Hybrid phase-space--Fock-space approach to evolution of a driven nonlinear resonator

TL;DR

This paper introduces a hybrid phase-space and Fock-space method to efficiently analyze the quantum evolution of a driven nonlinear resonator, capturing transient and steady-state squeezing effects with simplified equations.

Contribution

It develops a Gaussian approximation-based hybrid approach that simplifies the analysis of nonlinear resonator dynamics, surpassing traditional full density matrix simulations in efficiency.

Findings

Steady-state squeezing limited to 3 dB

Transient squeezing can exceed 3 dB

Method provides accurate transient and steady-state analysis

Abstract

We analyze the quantum evolution of a weakly nonlinear resonator due to a classical near-resonant drive and damping.
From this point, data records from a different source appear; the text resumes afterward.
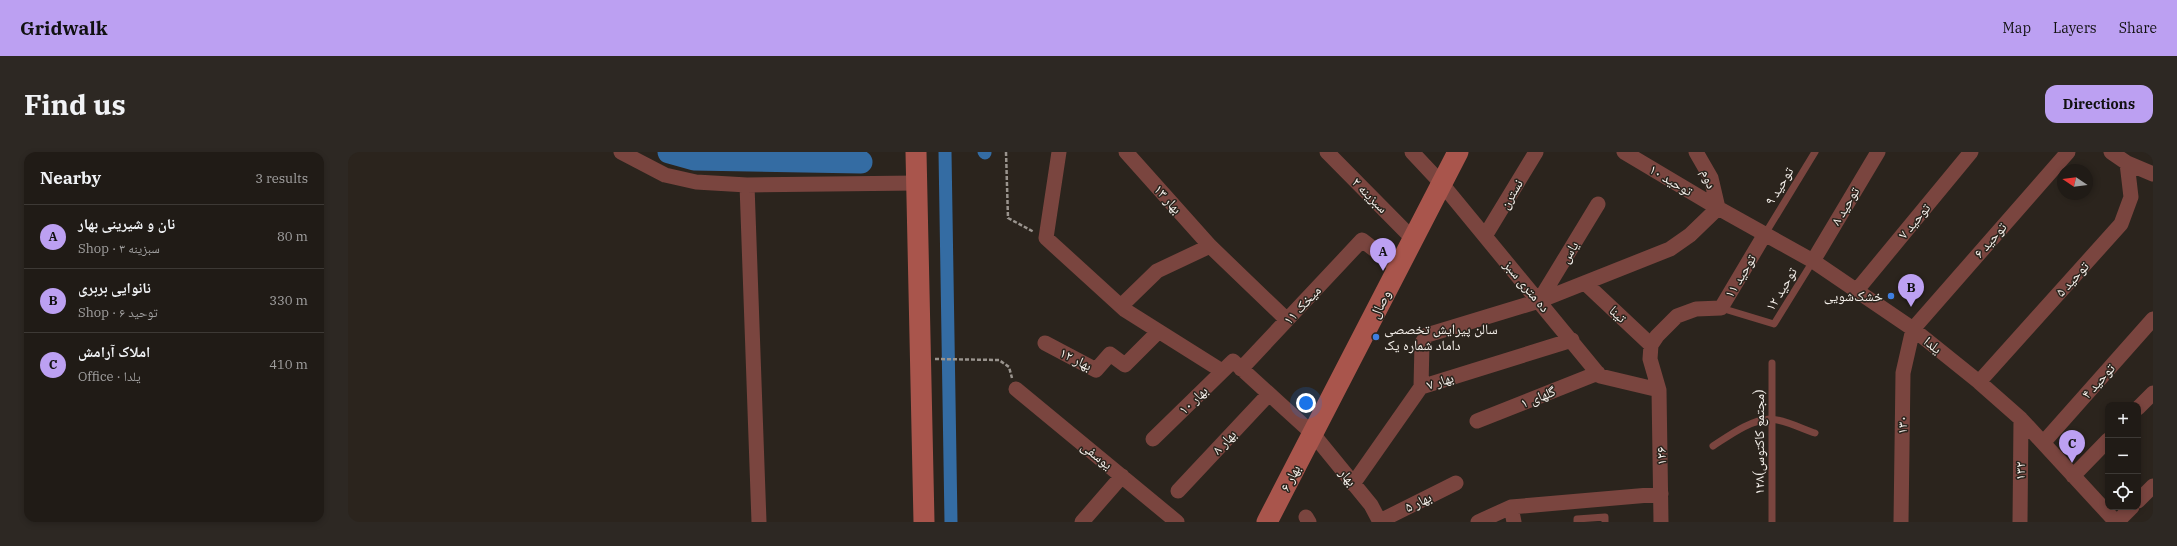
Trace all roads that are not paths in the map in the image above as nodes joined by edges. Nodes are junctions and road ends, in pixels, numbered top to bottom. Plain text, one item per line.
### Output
1 (621, 152) edge
2 (916, 152) edge
3 (1059, 152) edge
4 (1126, 152) edge
5 (1328, 152) edge
6 (1412, 152) edge
7 (1458, 152) edge
8 (1536, 152) edge
9 (1624, 152) edge
10 (1815, 152) edge
11 (1878, 152) edge
12 (1971, 152) edge
13 (2068, 152) edge
14 (2111, 152) edge
15 (1700, 154) edge
16 (2127, 162) junction
17 (2153, 174) edge
18 (917, 183) junction
19 (1442, 184) junction
20 (747, 185) junction
21 (1598, 204) dead end
22 (1718, 208) junction
23 (1765, 234) junction
24 (1485, 236) junction
25 (1413, 239) junction
26 (1210, 246) junction
27 (1813, 261) junction
28 (1398, 268) junction
29 (1585, 283) junction
30 (1858, 290) junction
31 (1539, 301) junction
32 (1120, 306) junction
33 (1721, 308) junction
34 (1287, 320) junction
35 (2153, 320) edge
36 (1913, 329) junction
37 (1158, 332) junction
38 (1572, 340) junction
39 (1045, 343) dead end
40 (1651, 345) junction
41 (1772, 363) dead end
42 (1237, 365) junction
43 (1222, 371) junction
44 (1598, 373) junction
45 (1979, 382) junction
46 (1421, 386) junction
47 (1016, 389) road end
48 (1659, 390) junction
49 (1269, 394) junction
50 (2152, 397) edge
51 (2141, 406) edge
52 (1771, 419) junction
53 (2021, 419) junction
54 (1477, 421) dead end
55 (1815, 433) dead end
56 (1313, 434) junction
57 (1153, 439) dead end
58 (2043, 443) junction
59 (2105, 443) edge
60 (1713, 446) dead end
61 (1122, 476) junction
62 (2073, 476) junction
63 (1456, 483) dead end
64 (1353, 484) junction
65 (2153, 486) edge
66 (1178, 491) dead end
67 (1661, 494) junction
68 (2141, 498) edge
69 (1511, 507) junction
70 (2129, 510) edge
71 (1380, 521) edge
72 (759, 522) edge
73 (924, 522) edge
74 (1082, 522) edge
75 (1177, 522) edge
76 (1267, 522) edge
77 (1478, 522) edge
78 (1514, 522) edge
79 (1577, 522) edge
80 (1604, 522) edge
81 (1661, 522) edge
82 (1772, 522) edge
83 (1901, 522) edge
84 (2020, 522) edge
85 (2117, 522) edge

1 - 20 street
2 - 18 main road
3 - 32 street
4 - 26 street, بهار ۱۳
5 - 25 street, سبزینه ۲
6 - 19 street, ده متری سبز
7 - 19 main road, وصال
8 - 24 street, نسترن
9 - 22 street, توحید ۱۰
10 - 23 lane, توحید ۹
11 - 27 street, توحید ۸
12 - 30 street, توحید ۷
13 - 36 street, توحید ۶
14 - 16 street
15 - 22 street, دوم
16 - 17 street
16 - 45 street, توحید ۵
18 - 20 street
18 - 73 main road
19 - 24 street, ده متری سبز
19 - 25 main road, وصال
20 - 72 street
21 - 31 street, یاس
22 - 23 street, یلدا
22 - 29 street
23 - 27 street, یلدا
23 - 33 street, توحید ۱۱
24 - 31 street, ده متری سبز
25 - 28 main road, وصال
26 - 32 street
26 - 34 street, بهار ۱۳
27 - 30 street, یلدا
27 - 33 lane, توحید ۱۲
28 - 34 street, میخک ۱۱
28 - 56 main road, وصال
29 - 31 street
29 - 40 street, تینا
30 - 36 street, یلدا
31 - 38 street, ده متری سبز
31 - 46 street
32 - 37 street
33 - 40 street, توحید ۱۱
34 - 42 street, میخک ۱۱
35 - 58 street, توحید ۴
36 - 45 street, یلدا
36 - 83 street, ۱۳۰
37 - 39 street, بهار ۱۲
37 - 43 street
38 - 44 street, ده متری سبز
38 - 46 street, بهار ۷
40 - 48 street
41 - 52 lane, ۱۲۸(مجتمع کاکتوس)
42 - 43 street, بهار ۱۰
42 - 49 street, بهار
43 - 57 street, بهار ۱۰
44 - 48 street
44 - 54 street, گلهای ۱
45 - 53 street, یلدا
46 - 64 street, بهار ۷
47 - 61 street, یوسفی
48 - 67 street, ۱۲۶
49 - 56 street, بهار
49 - 66 street, بهار ۸
50 - 51 street
52 - 55 lane
52 - 60 lane
52 - 82 lane, ۱۲۸(مجتمع کاکتوس)
53 - 58 street, یلدا
53 - 84 street, ۱۳۲
56 - 64 street, بهار
56 - 76 main road, بهار ۶
58 - 62 street, یلدا
59 - 62 street
61 - 74 street
61 - 75 street, یوسفی
62 - 85 street, یلدا
63 - 71 street, بهار ۵
64 - 71 street, بهار
65 - 68 street
67 - 69 street
67 - 81 street, ۱۲۶
69 - 77 street
69 - 78 street
70 - 85 street
79 - 80 lane

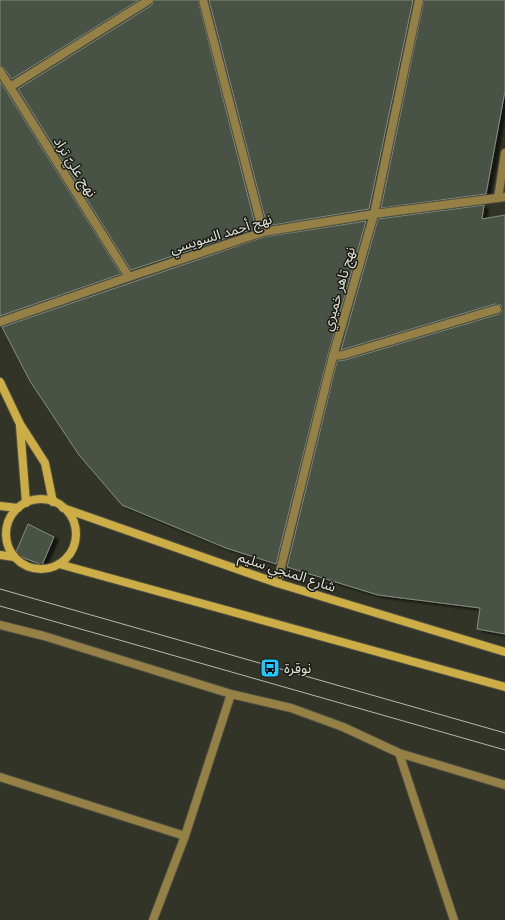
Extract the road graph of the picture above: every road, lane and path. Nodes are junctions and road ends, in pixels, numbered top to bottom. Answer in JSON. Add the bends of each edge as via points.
{"nodes":[{"id":1,"x":149,"y":0,"type":"edge"},
{"id":2,"x":203,"y":0,"type":"edge"},
{"id":3,"x":419,"y":0,"type":"edge"},
{"id":4,"x":0,"y":71,"type":"edge"},
{"id":5,"x":10,"y":87,"type":"junction"},
{"id":6,"x":505,"y":153,"type":"edge"},
{"id":7,"x":502,"y":197,"type":"edge"},
{"id":8,"x":374,"y":214,"type":"junction"},
{"id":9,"x":263,"y":232,"type":"junction"},
{"id":10,"x":129,"y":276,"type":"junction"},
{"id":11,"x":497,"y":308,"type":"dead end"},
{"id":12,"x":0,"y":322,"type":"edge"},
{"id":13,"x":333,"y":356,"type":"junction"},
{"id":14,"x":0,"y":382,"type":"edge"},
{"id":15,"x":20,"y":424,"type":"junction"},
{"id":16,"x":53,"y":502,"type":"junction"},
{"id":17,"x":26,"y":503,"type":"junction"},
{"id":18,"x":0,"y":506,"type":"edge"},
{"id":19,"x":18,"y":508,"type":"junction"},
{"id":20,"x":64,"y":508,"type":"junction"},
{"id":21,"x":0,"y":555,"type":"edge"},
{"id":22,"x":14,"y":557,"type":"junction"},
{"id":23,"x":59,"y":564,"type":"junction"},
{"id":24,"x":277,"y":583,"type":"junction"},
{"id":25,"x":0,"y":625,"type":"edge"},
{"id":26,"x":505,"y":652,"type":"edge"},
{"id":27,"x":505,"y":687,"type":"edge"},
{"id":28,"x":231,"y":694,"type":"junction"},
{"id":29,"x":399,"y":753,"type":"junction"},
{"id":30,"x":0,"y":777,"type":"edge"},
{"id":31,"x":505,"y":785,"type":"edge"},
{"id":32,"x":185,"y":836,"type":"junction"},
{"id":33,"x":153,"y":920,"type":"edge"},
{"id":34,"x":454,"y":920,"type":"edge"}],
"edges":[{"from":1,"to":5,"type":"street"},
{"from":2,"to":9,"type":"street"},
{"from":3,"to":8,"type":"street","name":"نهج تاهر خميري"},
{"from":4,"to":5,"type":"street","name":"نهج عليّ تراد"},
{"from":5,"to":10,"type":"street","name":"نهج عليّ تراد"},
{"from":6,"to":7,"type":"street"},
{"from":7,"to":8,"type":"street","name":"نهج أحمد السويسي"},
{"from":8,"to":9,"type":"street","name":"نهج أحمد السويسي"},
{"from":8,"to":13,"type":"street","name":"نهج تاهر خميري"},
{"from":9,"to":10,"type":"street","name":"نهج أحمد السويسي"},
{"from":10,"to":12,"type":"street","name":"نهج أحمد السويسي"},
{"from":11,"to":13,"type":"street"},
{"from":13,"to":24,"type":"street","name":"نهج تاهر خميري"},
{"from":14,"to":15,"type":"main road"},
{"from":15,"to":16,"type":"main road","via":[[44,463]]},
{"from":15,"to":17,"type":"main road"},
{"from":16,"to":17,"type":"main road","via":[[35,500]]},
{"from":16,"to":20,"type":"main road"},
{"from":17,"to":19,"type":"main road"},
{"from":18,"to":19,"type":"main road"},
{"from":19,"to":22,"type":"main road","via":[[11,516],[6,537]]},
{"from":20,"to":23,"type":"main road","via":[[75,526],[76,537],[73,548]]},
{"from":20,"to":24,"type":"main road","name":"شارع المنجي سليم"},
{"from":21,"to":22,"type":"main road"},
{"from":22,"to":23,"type":"main road","via":[[30,568],[50,568]]},
{"from":23,"to":27,"type":"main road"},
{"from":24,"to":26,"type":"main road","name":"شارع المنجي سليم"},
{"from":25,"to":28,"type":"street","via":[[44,636]]},
{"from":28,"to":29,"type":"street","via":[[290,708],[343,727]]},
{"from":28,"to":32,"type":"street"},
{"from":29,"to":31,"type":"street"},
{"from":29,"to":34,"type":"street"},
{"from":30,"to":32,"type":"street"},
{"from":32,"to":33,"type":"street"}]}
The resonator nonlinearity leads to squeezing and heating of the resonator state. Using a hybrid phase-space--Fock-space representation for the resonator state within the Gaussian approximation, we derive evolution equations for the four parameters characterizing the Gaussian state. Numerical solution of these four ordinary differential equations is much simpler and faster than simulation of the full density matrix evolution, while providing good accuracy for the system analysis during transients and in the steady state. We show that steady-state squeezing of the resonator state is limited by 3 dB; however, this limit can be exceeded during transients.